Rugantino
Qu’est-ce que ça pèle !
Le mercredi soir, en Belgique, en hiver.
C’est dans des moments comme celui-là qu’on se désole de céder aux impératifs de la mode et force m’est de constater, qu’un col roulé tient plus chaud qu’un petit cache-cœur de soie sauvage.
Ce soir, mon bras droit et moi rencontrons un morceau de ma mémoire.

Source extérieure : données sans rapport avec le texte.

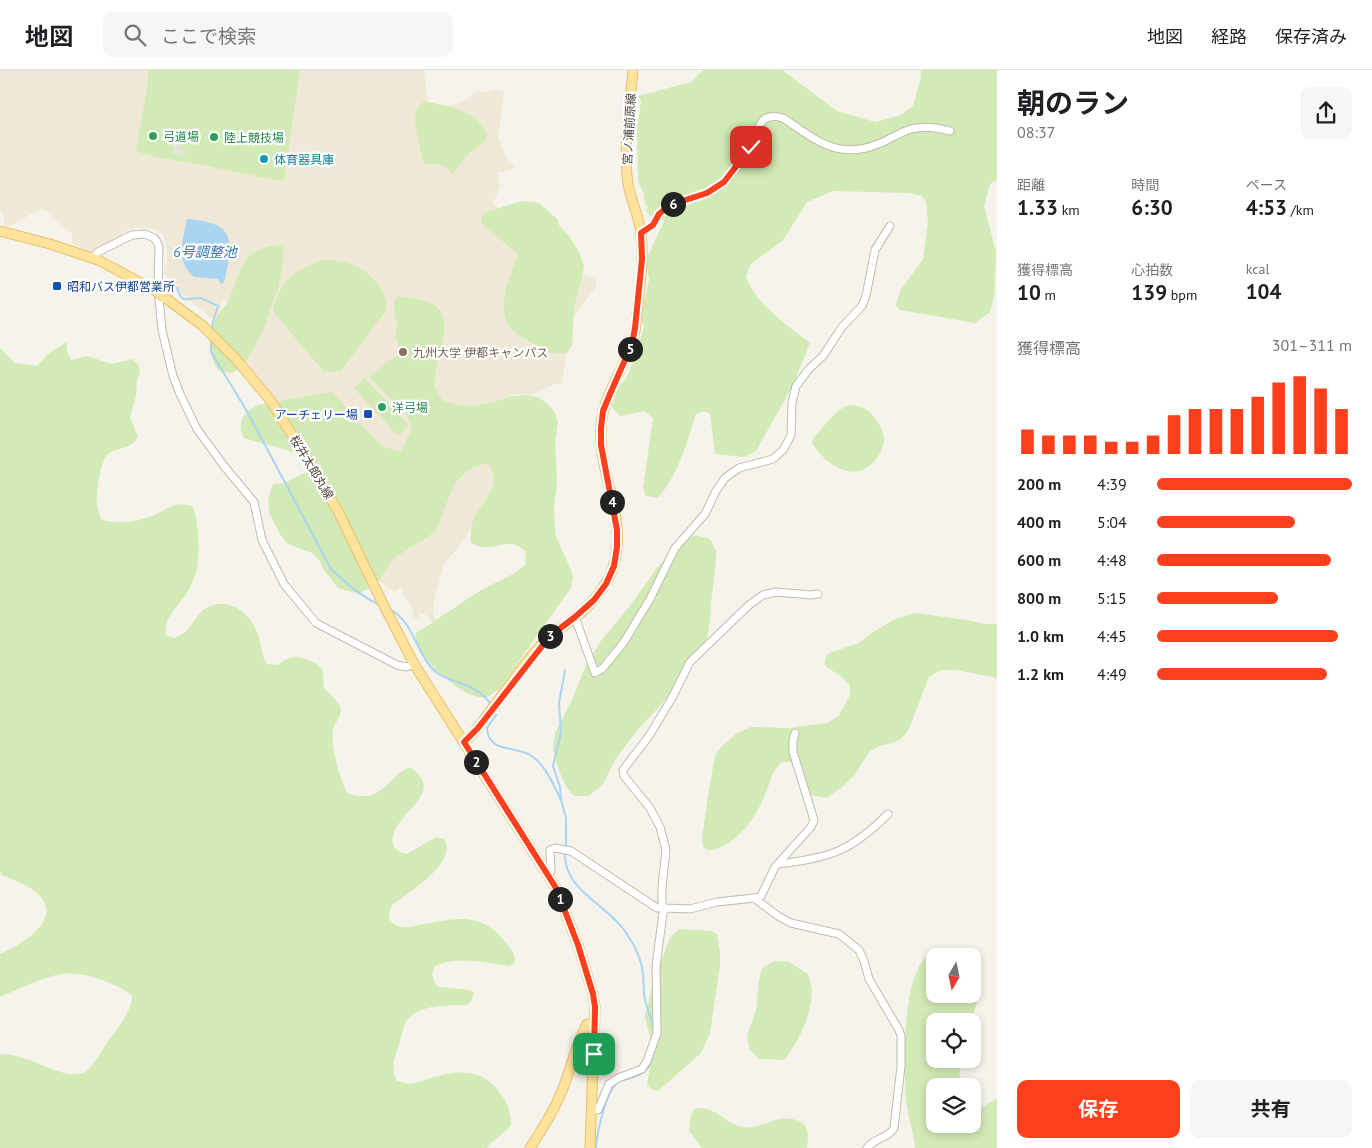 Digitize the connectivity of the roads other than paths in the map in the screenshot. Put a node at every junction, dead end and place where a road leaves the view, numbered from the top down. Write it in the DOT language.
graph roads {
  1 [pos="633,70"];
  2 [pos="950,131"];
  3 [pos="890,226"];
  4 [pos="0,231"];
  5 [pos="641,233"];
  6 [pos="92,258"];
  7 [pos="818,594"];
  8 [pos="575,617"];
  9 [pos="414,664"];
  10 [pos="795,732"];
  11 [pos="464,742"];
  12 [pos="888,814"];
  13 [pos="779,864"];
  14 [pos="548,875"];
  15 [pos="754,898"];
  16 [pos="664,908"];
  17 [pos="595,1023"];
  18 [pos="592,1110"];
  19 [pos="530,1148"];
  20 [pos="590,1148"];
  21 [pos="867,1148"];
  1 -- 5 [label="main road, 宮ノ浦前原線"];
  2 -- 5 [label="street"];
  3 -- 8 [label="street"];
  4 -- 6 [label="main road, 桜井太郎丸線"];
  5 -- 8 [label="main road, 宮ノ浦前原線"];
  6 -- 9 [label="main road, 桜井太郎丸線, bridge"];
  6 -- 9 [label="street"];
  7 -- 16 [label="street"];
  8 -- 11 [label="main road, 宮ノ浦前原線"];
  9 -- 11 [label="main road, 桜井太郎丸線"];
  10 -- 13 [label="street"];
  11 -- 14 [label="main road"];
  12 -- 13 [label="street"];
  13 -- 15 [label="street"];
  14 -- 16 [label="street"];
  14 -- 17 [label="main road"];
  15 -- 16 [label="street"];
  15 -- 21 [label="street"];
  16 -- 18 [label="street"];
  17 -- 18 [label="main road"];
  17 -- 19 [label="main road"];
  18 -- 20 [label="main road"];
}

Alors que je glanais les renseignements indispensables à l’arraisonnement de trafiquants antillais et à leur assaisonnement à la sauce créole avec juste ce qu’il faut d’échalotes pour leur faire regretter que leur mère, dans un moment d’égarement, leur ait donné la vie, la petite avait, quant à elle, mis à profit le temps libre que lui laissaient ses emmêlés avec le chef des archives, pour recueillir plusieurs bouteilles à la mer envoyées par un porté disparu, mon très cher Axo.
L’homme était aux abois, en prise à de tels tourments qu’il n’entrevoyait de salut qu’en implorant mon aide et je ne pouvais décemment pas lui refuser la main secourable qu’il quémandait.
Le Rugantino semblait, lui aussi, sorti tout droit du passé, avec sa grande salle dans laquelle étaient alignées de longues tables aptes à accueillir un bureau de fonctionnaires en goguette voire un enterrement ou des fiançailles. De ci de là, quelques tables plus petites rendaient le slalom des serveurs plus sportif. Il y régnait une bruyante animation et les rires ricochaient jusqu’au plafond culminant à l’étage supérieur où une mezzanine en carré surplombait la pièce principale.
La Chose nous attendait, attablé dans un coin reculé, se tordant les yeux en tous sens et roulant des mains.
Je peinais à reconnaître en ce fragile personnage, l’ennemi juré, le poursuivant impitoyable, l’adversaire insaisissable et pourtant corse m’est de formater que ce débris n’était autre que mon bel Axo.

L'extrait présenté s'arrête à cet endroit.